Tuesday, October 27, 2009

A Truly Scary Halloween Story

Growing up, I loved to come up with creative, homemade costumes for Halloween. Mainly because most store bought costumes were junky, paper-thin jumpsuits with molded plastic facemasks held on by a rubber band. They were nothing compared to the full-on outfits you can buy at Target these days. But I also wanted to be unique. Not one of the mass-produced looks that was strolling the streets. I wanted to stand out.

One of my favorite costume ideas turned out to be my worst costume disasters. It was the year I decided to go for some international intrigue and be a spy. Not one of those black leather and spandex-clad spies you see in the movies and on TV these days. This was the 80s after all. I was going old school with the overcoat and the fedora. I even wore my sunglasses at night. My intention was for something like the art for Love Undercover.

But without the flowing blond hair.

I borrowed my mom’s raincoat, popped on an old hat, added sunglasses, and an eyebrow-penciled mustache and voila!

I was a spy! And see what a good spy I was? Smart enough to hide behind Superman. Because he’s bullet proof. The scarecrow and the bunny wouldn’t have protected me from enemies remotely as well as Superman.

I loved my spy outfit. I thought it was original and cool. I grabbed my pillowcase (none of those tiny, plastic jack-o-lantern buckets for me) and hit the streets. I was the baddest spy to ever walk my neighborhood.

Except that I got the same question at every door I knocked on: “Are you a flasher?”

Yep. People thought I was an eleven-year-old FLASHER!


Now, allow me to turn my story of a failed costume into a useful piece of writing advice. Because NaNoWriMo (National Novel Writing Month) starts the day after Halloween, you know.

One of the things I’ve learned from having a few books published is that not everything you write will come across the way you intend it. I once wrote a playfully innocent line of dialogue that was meant to be cute and sweet. Maybe even bring a smile to the readers’ faces. What I didn’t realize was that the sweet little line of dialogue could easily be misinterpreted as something very, very rude.

I never noticed it. My editor never questioned it. The copyeditor didn’t raise a flag. But the readers? Oh, yeah. They picked up on it. One person even said that she wanted to throw the book across the room upon reading that line. (I’ve always thought that was a wonderfully descriptive criticism and have used it several times myself when talking about other things.)

In hindsight, I can understand why people misunderstood the line.

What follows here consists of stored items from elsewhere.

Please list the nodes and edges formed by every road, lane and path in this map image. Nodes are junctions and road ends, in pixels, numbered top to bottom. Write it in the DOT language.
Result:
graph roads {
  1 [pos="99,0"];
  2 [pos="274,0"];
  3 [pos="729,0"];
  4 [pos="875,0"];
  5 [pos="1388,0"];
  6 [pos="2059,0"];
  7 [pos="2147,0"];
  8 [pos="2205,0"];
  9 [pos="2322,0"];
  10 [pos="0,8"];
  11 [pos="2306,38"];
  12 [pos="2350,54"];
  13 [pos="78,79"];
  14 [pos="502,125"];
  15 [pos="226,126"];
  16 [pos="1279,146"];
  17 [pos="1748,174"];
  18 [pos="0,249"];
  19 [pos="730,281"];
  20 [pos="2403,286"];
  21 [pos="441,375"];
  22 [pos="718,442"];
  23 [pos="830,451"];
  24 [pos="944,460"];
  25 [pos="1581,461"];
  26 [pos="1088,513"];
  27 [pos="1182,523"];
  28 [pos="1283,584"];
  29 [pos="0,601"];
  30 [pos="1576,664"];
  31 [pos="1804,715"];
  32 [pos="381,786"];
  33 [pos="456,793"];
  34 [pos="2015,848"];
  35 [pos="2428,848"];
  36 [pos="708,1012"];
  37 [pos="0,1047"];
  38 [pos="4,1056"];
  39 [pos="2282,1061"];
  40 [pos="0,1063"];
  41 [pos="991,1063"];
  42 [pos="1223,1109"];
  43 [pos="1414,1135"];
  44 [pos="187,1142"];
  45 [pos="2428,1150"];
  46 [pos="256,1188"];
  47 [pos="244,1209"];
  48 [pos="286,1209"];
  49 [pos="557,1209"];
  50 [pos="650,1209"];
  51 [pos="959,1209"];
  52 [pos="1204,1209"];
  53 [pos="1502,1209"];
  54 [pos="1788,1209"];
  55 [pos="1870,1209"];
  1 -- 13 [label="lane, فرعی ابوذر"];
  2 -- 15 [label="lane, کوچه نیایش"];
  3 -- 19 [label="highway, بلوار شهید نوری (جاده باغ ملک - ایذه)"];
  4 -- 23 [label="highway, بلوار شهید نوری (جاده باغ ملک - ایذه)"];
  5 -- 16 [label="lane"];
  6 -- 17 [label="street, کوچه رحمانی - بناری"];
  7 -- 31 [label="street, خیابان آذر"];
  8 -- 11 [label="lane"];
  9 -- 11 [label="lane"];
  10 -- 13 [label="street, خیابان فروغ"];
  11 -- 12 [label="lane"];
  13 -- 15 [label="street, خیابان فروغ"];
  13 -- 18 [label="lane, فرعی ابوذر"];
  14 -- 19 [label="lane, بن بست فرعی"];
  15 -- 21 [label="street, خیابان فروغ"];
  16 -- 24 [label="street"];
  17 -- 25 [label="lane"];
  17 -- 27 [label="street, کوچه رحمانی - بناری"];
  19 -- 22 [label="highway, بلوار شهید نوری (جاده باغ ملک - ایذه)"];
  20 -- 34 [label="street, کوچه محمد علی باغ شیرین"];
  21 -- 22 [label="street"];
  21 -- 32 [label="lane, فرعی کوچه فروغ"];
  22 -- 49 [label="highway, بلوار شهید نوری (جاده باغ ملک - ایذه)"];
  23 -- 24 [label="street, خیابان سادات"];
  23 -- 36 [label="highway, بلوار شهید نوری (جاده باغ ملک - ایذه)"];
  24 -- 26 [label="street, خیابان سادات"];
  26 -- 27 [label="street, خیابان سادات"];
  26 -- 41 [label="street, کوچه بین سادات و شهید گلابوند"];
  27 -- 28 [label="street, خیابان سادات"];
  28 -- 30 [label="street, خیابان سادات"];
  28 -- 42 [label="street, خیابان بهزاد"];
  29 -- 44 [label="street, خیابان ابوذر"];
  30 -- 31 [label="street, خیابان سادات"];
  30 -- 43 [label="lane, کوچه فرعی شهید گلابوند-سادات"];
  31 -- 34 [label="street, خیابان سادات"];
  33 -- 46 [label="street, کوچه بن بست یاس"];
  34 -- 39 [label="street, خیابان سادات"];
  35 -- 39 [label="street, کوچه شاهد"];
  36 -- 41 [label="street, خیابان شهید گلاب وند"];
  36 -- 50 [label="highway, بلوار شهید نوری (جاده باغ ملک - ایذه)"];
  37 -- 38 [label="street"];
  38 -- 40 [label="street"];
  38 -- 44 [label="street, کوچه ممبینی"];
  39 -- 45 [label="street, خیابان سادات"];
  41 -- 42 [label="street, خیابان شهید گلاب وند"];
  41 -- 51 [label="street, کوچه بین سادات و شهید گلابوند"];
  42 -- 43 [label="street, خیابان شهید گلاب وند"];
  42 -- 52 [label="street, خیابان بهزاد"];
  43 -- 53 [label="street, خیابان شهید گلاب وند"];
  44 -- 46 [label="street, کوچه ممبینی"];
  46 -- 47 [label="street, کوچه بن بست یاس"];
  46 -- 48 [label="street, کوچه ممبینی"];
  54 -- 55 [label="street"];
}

Although I think it speaks more to their messed up minds than to mine. But still it’s something you’ve got to be aware of. Readers grow up in different parts of the country. In different parts of the world. Places where soda is known as pop or cola or coke. Their experiences will be very different from yours.

Certainly, writers can’t go into the minds of every single person that will read our books and guess what they are thinking. But keep in mind that there is an audience out there that might not always get the joke. They may misinterpret your innocent line. There’s really little you can do to avoid it because people are going to think what they think. But as you’re editing your work, remember that many words have dual meanings. Which is why it’s helpful to have critique partners read your writing and catch something that you might have missed.

If only to minimize the amount of people who will later want to fling your book against a wall.


Serina said...

Haha, good advice! :) Now I'm curious what that particular line was! LOL. Surely not from Love, Hollywood Style!

P.J. Ruditis said...

I know. I'm a horrible tease. But, no, it wasn't Love, Hollywood Style.

Debbie Rigaud said...

Great advice, P.J.! And what a hilarious (albeit, a bit creepy) Halloween memory. I'll never forget how cool I thought I was dressed up as one of the "Beauty School Drop-out" ladies (of "Grease" fame). Everyone thought I was in a Marge Simpson costume. :-(

Nicole Burnham said...

I'm dying to know what line it was, too!

I admit that I had a similar costume disaster. My 1980s Valley Girl was widely misinterpreted. I had several parents wrinkle their brows at me and ask, "Are you a prostitute?"

When I said, "No, I'm a Valley Girl" some of them still didn't get it.